Content starts

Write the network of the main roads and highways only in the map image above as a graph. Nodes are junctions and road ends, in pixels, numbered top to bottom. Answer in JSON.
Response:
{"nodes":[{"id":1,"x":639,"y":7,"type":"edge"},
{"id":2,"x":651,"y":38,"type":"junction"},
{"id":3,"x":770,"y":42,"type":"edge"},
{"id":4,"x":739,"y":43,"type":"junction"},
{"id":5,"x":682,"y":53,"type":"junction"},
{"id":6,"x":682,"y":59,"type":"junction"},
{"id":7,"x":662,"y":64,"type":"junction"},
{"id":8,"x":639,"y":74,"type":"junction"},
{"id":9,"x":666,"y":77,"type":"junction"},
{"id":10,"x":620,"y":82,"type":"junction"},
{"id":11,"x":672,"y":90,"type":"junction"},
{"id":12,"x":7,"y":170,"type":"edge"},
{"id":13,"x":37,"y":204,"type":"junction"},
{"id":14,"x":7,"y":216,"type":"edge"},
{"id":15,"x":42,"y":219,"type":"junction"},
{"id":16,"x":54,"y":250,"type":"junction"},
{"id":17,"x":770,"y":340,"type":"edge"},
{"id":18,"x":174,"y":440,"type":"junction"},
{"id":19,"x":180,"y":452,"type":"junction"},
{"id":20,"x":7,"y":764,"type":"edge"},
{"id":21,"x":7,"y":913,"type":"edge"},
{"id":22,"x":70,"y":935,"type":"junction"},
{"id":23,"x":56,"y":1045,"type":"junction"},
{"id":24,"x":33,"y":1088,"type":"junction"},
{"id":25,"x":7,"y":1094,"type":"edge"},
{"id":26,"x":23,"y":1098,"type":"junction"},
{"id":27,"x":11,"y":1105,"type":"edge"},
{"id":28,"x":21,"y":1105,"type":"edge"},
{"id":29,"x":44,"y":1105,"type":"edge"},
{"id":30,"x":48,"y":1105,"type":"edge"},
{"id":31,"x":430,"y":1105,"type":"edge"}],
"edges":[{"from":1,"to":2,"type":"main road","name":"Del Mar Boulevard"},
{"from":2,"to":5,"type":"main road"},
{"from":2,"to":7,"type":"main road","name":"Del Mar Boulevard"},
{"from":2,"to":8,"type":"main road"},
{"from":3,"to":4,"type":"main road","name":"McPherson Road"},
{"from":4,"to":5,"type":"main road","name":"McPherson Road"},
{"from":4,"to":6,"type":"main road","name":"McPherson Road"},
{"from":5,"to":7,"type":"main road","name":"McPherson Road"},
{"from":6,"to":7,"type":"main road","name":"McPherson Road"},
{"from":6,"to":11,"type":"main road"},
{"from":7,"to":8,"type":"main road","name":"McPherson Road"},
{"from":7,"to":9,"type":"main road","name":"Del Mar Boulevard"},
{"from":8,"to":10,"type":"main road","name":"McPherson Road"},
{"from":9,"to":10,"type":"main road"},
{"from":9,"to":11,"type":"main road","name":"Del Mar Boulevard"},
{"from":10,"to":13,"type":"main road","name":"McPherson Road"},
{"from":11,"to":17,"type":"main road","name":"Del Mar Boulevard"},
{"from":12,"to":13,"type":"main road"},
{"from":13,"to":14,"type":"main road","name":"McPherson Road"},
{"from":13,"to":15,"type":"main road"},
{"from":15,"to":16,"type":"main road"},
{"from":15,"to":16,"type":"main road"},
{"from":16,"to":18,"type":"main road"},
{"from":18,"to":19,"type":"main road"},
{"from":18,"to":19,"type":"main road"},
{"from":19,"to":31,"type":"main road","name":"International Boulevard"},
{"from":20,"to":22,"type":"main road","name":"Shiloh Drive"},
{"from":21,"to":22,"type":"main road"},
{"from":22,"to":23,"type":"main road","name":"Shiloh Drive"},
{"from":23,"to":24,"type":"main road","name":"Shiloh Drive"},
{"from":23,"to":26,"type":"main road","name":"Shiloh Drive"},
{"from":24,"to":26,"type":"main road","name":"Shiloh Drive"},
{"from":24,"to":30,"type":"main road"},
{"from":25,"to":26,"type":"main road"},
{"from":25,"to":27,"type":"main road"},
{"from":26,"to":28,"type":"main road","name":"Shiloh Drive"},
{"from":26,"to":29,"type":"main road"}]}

Content ends

▶ Try it
Transcribe the listing above verbatim, leaving every line whole.

▶ Written response
Write the network of the main roads and highways only in the map image above as a graph. Nodes are junctions and road ends, in pixels, numbered top to bottom. Answer in JSON.
Response:
{"nodes":[{"id":1,"x":639,"y":7,"type":"edge"},
{"id":2,"x":651,"y":38,"type":"junction"},
{"id":3,"x":770,"y":42,"type":"edge"},
{"id":4,"x":739,"y":43,"type":"junction"},
{"id":5,"x":682,"y":53,"type":"junction"},
{"id":6,"x":682,"y":59,"type":"junction"},
{"id":7,"x":662,"y":64,"type":"junction"},
{"id":8,"x":639,"y":74,"type":"junction"},
{"id":9,"x":666,"y":77,"type":"junction"},
{"id":10,"x":620,"y":82,"type":"junction"},
{"id":11,"x":672,"y":90,"type":"junction"},
{"id":12,"x":7,"y":170,"type":"edge"},
{"id":13,"x":37,"y":204,"type":"junction"},
{"id":14,"x":7,"y":216,"type":"edge"},
{"id":15,"x":42,"y":219,"type":"junction"},
{"id":16,"x":54,"y":250,"type":"junction"},
{"id":17,"x":770,"y":340,"type":"edge"},
{"id":18,"x":174,"y":440,"type":"junction"},
{"id":19,"x":180,"y":452,"type":"junction"},
{"id":20,"x":7,"y":764,"type":"edge"},
{"id":21,"x":7,"y":913,"type":"edge"},
{"id":22,"x":70,"y":935,"type":"junction"},
{"id":23,"x":56,"y":1045,"type":"junction"},
{"id":24,"x":33,"y":1088,"type":"junction"},
{"id":25,"x":7,"y":1094,"type":"edge"},
{"id":26,"x":23,"y":1098,"type":"junction"},
{"id":27,"x":11,"y":1105,"type":"edge"},
{"id":28,"x":21,"y":1105,"type":"edge"},
{"id":29,"x":44,"y":1105,"type":"edge"},
{"id":30,"x":48,"y":1105,"type":"edge"},
{"id":31,"x":430,"y":1105,"type":"edge"}],
"edges":[{"from":1,"to":2,"type":"main road","name":"Del Mar Boulevard"},
{"from":2,"to":5,"type":"main road"},
{"from":2,"to":7,"type":"main road","name":"Del Mar Boulevard"},
{"from":2,"to":8,"type":"main road"},
{"from":3,"to":4,"type":"main road","name":"McPherson Road"},
{"from":4,"to":5,"type":"main road","name":"McPherson Road"},
{"from":4,"to":6,"type":"main road","name":"McPherson Road"},
{"from":5,"to":7,"type":"main road","name":"McPherson Road"},
{"from":6,"to":7,"type":"main road","name":"McPherson Road"},
{"from":6,"to":11,"type":"main road"},
{"from":7,"to":8,"type":"main road","name":"McPherson Road"},
{"from":7,"to":9,"type":"main road","name":"Del Mar Boulevard"},
{"from":8,"to":10,"type":"main road","name":"McPherson Road"},
{"from":9,"to":10,"type":"main road"},
{"from":9,"to":11,"type":"main road","name":"Del Mar Boulevard"},
{"from":10,"to":13,"type":"main road","name":"McPherson Road"},
{"from":11,"to":17,"type":"main road","name":"Del Mar Boulevard"},
{"from":12,"to":13,"type":"main road"},
{"from":13,"to":14,"type":"main road","name":"McPherson Road"},
{"from":13,"to":15,"type":"main road"},
{"from":15,"to":16,"type":"main road"},
{"from":15,"to":16,"type":"main road"},
{"from":16,"to":18,"type":"main road"},
{"from":18,"to":19,"type":"main road"},
{"from":18,"to":19,"type":"main road"},
{"from":19,"to":31,"type":"main road","name":"International Boulevard"},
{"from":20,"to":22,"type":"main road","name":"Shiloh Drive"},
{"from":21,"to":22,"type":"main road"},
{"from":22,"to":23,"type":"main road","name":"Shiloh Drive"},
{"from":23,"to":24,"type":"main road","name":"Shiloh Drive"},
{"from":23,"to":26,"type":"main road","name":"Shiloh Drive"},
{"from":24,"to":26,"type":"main road","name":"Shiloh Drive"},
{"from":24,"to":30,"type":"main road"},
{"from":25,"to":26,"type":"main road"},
{"from":25,"to":27,"type":"main road"},
{"from":26,"to":28,"type":"main road","name":"Shiloh Drive"},
{"from":26,"to":29,"type":"main road"}]}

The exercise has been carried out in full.